▶ Material for this exercise
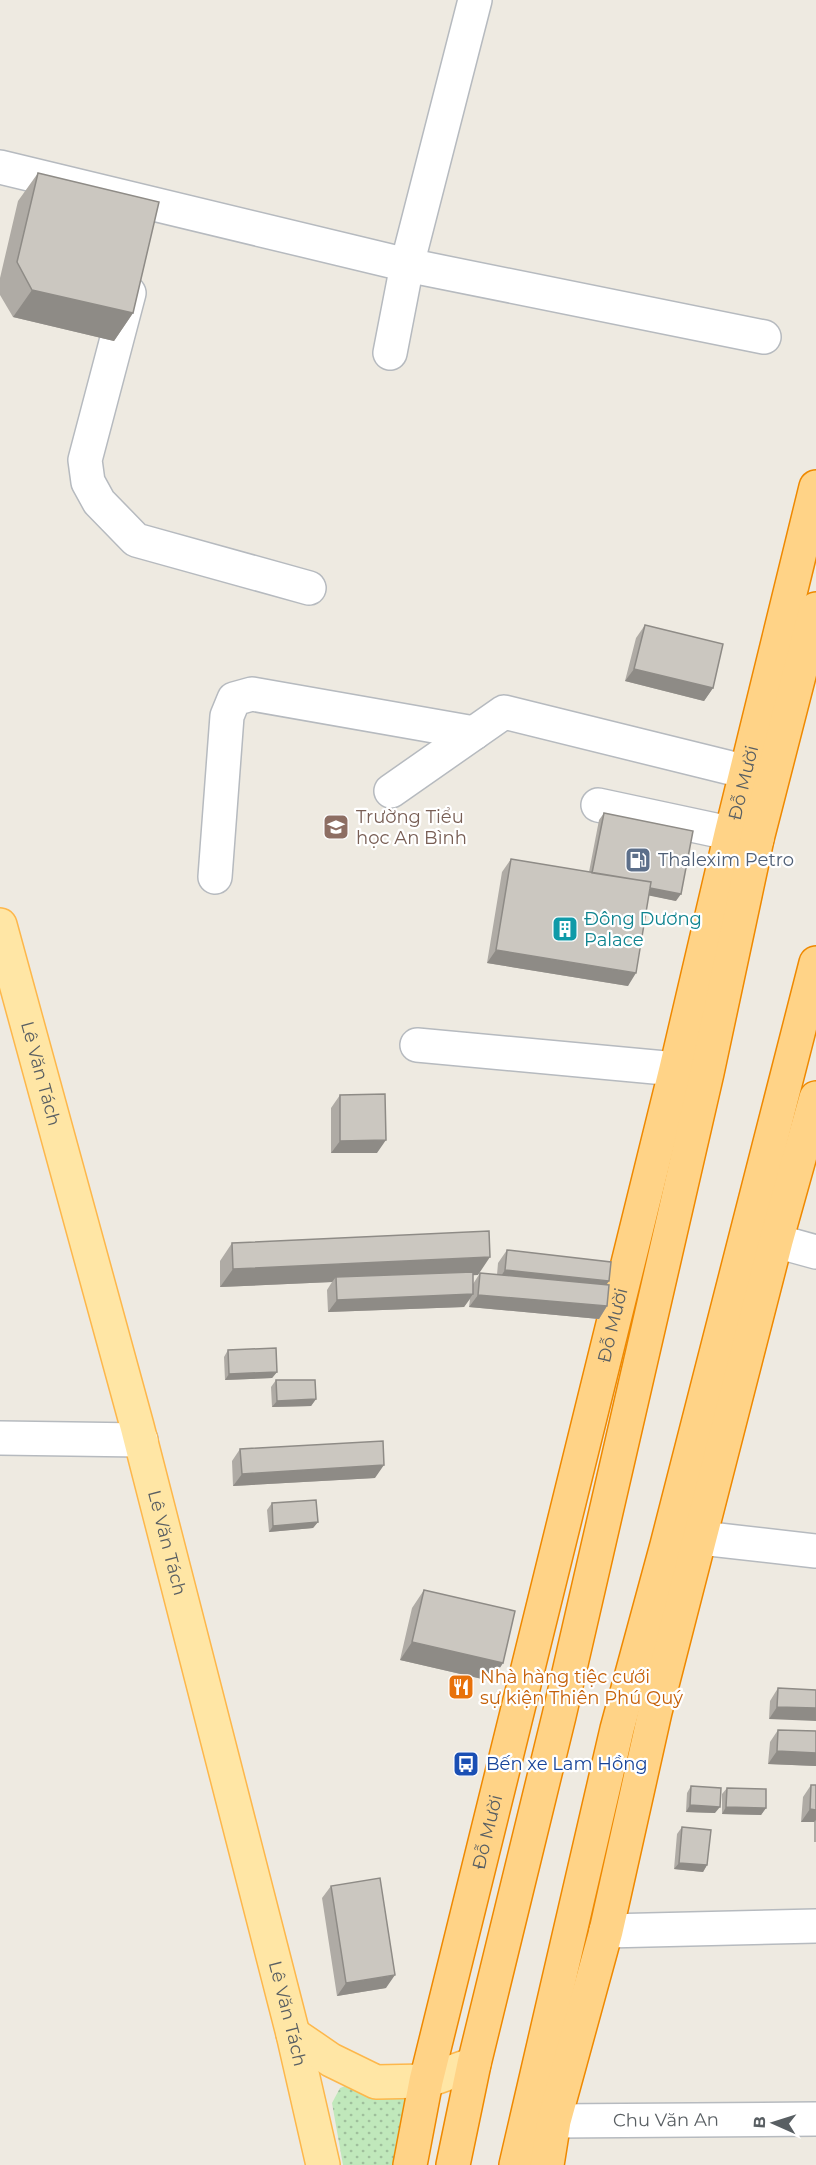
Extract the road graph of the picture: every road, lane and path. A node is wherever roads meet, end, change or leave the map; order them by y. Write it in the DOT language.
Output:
graph roads {
  1 [pos="475,0"];
  2 [pos="0,167"];
  3 [pos="152,204"];
  4 [pos="407,265"];
  5 [pos="764,337"];
  6 [pos="390,353"];
  7 [pos="816,487"];
  8 [pos="309,588"];
  9 [pos="816,609"];
  10 [pos="474,733"];
  11 [pos="759,776"];
  12 [pos="391,791"];
  13 [pos="598,805"];
  14 [pos="744,836"];
  15 [pos="215,877"];
  16 [pos="0,925"];
  17 [pos="816,963"];
  18 [pos="6,973"];
  19 [pos="417,1045"];
  20 [pos="676,1069"];
  21 [pos="816,1098"];
  22 [pos="776,1241"];
  23 [pos="816,1252"];
  24 [pos="0,1438"];
  25 [pos="141,1440"];
  26 [pos="701,1538"];
  27 [pos="816,1551"];
  28 [pos="816,1926"];
  29 [pos="606,1931"];
  30 [pos="293,2034"];
  31 [pos="474,2064"];
  32 [pos="426,2081"];
  33 [pos="816,2120"];
  34 [pos="541,2121"];
  35 [pos="323,2165"];
  36 [pos="410,2165"];
  37 [pos="453,2165"];
  38 [pos="516,2165"];
  39 [pos="547,2165"];
  1 -- 4 [label="street"];
  2 -- 3 [label="street"];
  3 -- 4 [label="street"];
  3 -- 8 [label="street"];
  4 -- 5 [label="street"];
  4 -- 6 [label="street"];
  7 -- 11 [label="highway, Đỗ Mười"];
  9 -- 11 [label="highway, Đỗ Mười"];
  10 -- 11 [label="street"];
  10 -- 12 [label="street"];
  10 -- 15 [label="street"];
  11 -- 14 [label="highway, Đỗ Mười"];
  13 -- 14 [label="street"];
  14 -- 20 [label="highway, Đỗ Mười"];
  14 -- 31 [label="highway, Đỗ Mười"];
  16 -- 18 [label="main road, Lê Văn Tách"];
  17 -- 34 [label="highway"];
  18 -- 25 [label="main road, Lê Văn Tách"];
  19 -- 20 [label="street"];
  20 -- 32 [label="highway, Đỗ Mười"];
  21 -- 22 [label="highway"];
  22 -- 23 [label="street"];
  22 -- 26 [label="highway"];
  24 -- 25 [label="street"];
  25 -- 30 [label="main road, Lê Văn Tách"];
  26 -- 27 [label="street"];
  26 -- 29 [label="highway"];
  28 -- 29 [label="street"];
  29 -- 34 [label="highway"];
  30 -- 32 [label="main road"];
  30 -- 35 [label="main road, Lê Văn Tách"];
  31 -- 32 [label="main road"];
  31 -- 37 [label="highway, Đỗ Mười"];
  32 -- 36 [label="highway, Đỗ Mười"];
  33 -- 34 [label="street, Chu Văn An"];
  34 -- 38 [label="highway"];
  34 -- 39 [label="highway"];
}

▶ What you should do
Please make an exact copy of the records, leaving out any picture.

▶ Solution to this exercise
Extract the road graph of the picture: every road, lane and path. A node is wherever roads meet, end, change or leave the map; order them by y. Write it in the DOT language.
Output:
graph roads {
  1 [pos="475,0"];
  2 [pos="0,167"];
  3 [pos="152,204"];
  4 [pos="407,265"];
  5 [pos="764,337"];
  6 [pos="390,353"];
  7 [pos="816,487"];
  8 [pos="309,588"];
  9 [pos="816,609"];
  10 [pos="474,733"];
  11 [pos="759,776"];
  12 [pos="391,791"];
  13 [pos="598,805"];
  14 [pos="744,836"];
  15 [pos="215,877"];
  16 [pos="0,925"];
  17 [pos="816,963"];
  18 [pos="6,973"];
  19 [pos="417,1045"];
  20 [pos="676,1069"];
  21 [pos="816,1098"];
  22 [pos="776,1241"];
  23 [pos="816,1252"];
  24 [pos="0,1438"];
  25 [pos="141,1440"];
  26 [pos="701,1538"];
  27 [pos="816,1551"];
  28 [pos="816,1926"];
  29 [pos="606,1931"];
  30 [pos="293,2034"];
  31 [pos="474,2064"];
  32 [pos="426,2081"];
  33 [pos="816,2120"];
  34 [pos="541,2121"];
  35 [pos="323,2165"];
  36 [pos="410,2165"];
  37 [pos="453,2165"];
  38 [pos="516,2165"];
  39 [pos="547,2165"];
  1 -- 4 [label="street"];
  2 -- 3 [label="street"];
  3 -- 4 [label="street"];
  3 -- 8 [label="street"];
  4 -- 5 [label="street"];
  4 -- 6 [label="street"];
  7 -- 11 [label="highway, Đỗ Mười"];
  9 -- 11 [label="highway, Đỗ Mười"];
  10 -- 11 [label="street"];
  10 -- 12 [label="street"];
  10 -- 15 [label="street"];
  11 -- 14 [label="highway, Đỗ Mười"];
  13 -- 14 [label="street"];
  14 -- 20 [label="highway, Đỗ Mười"];
  14 -- 31 [label="highway, Đỗ Mười"];
  16 -- 18 [label="main road, Lê Văn Tách"];
  17 -- 34 [label="highway"];
  18 -- 25 [label="main road, Lê Văn Tách"];
  19 -- 20 [label="street"];
  20 -- 32 [label="highway, Đỗ Mười"];
  21 -- 22 [label="highway"];
  22 -- 23 [label="street"];
  22 -- 26 [label="highway"];
  24 -- 25 [label="street"];
  25 -- 30 [label="main road, Lê Văn Tách"];
  26 -- 27 [label="street"];
  26 -- 29 [label="highway"];
  28 -- 29 [label="street"];
  29 -- 34 [label="highway"];
  30 -- 32 [label="main road"];
  30 -- 35 [label="main road, Lê Văn Tách"];
  31 -- 32 [label="main road"];
  31 -- 37 [label="highway, Đỗ Mười"];
  32 -- 36 [label="highway, Đỗ Mười"];
  33 -- 34 [label="street, Chu Văn An"];
  34 -- 38 [label="highway"];
  34 -- 39 [label="highway"];
}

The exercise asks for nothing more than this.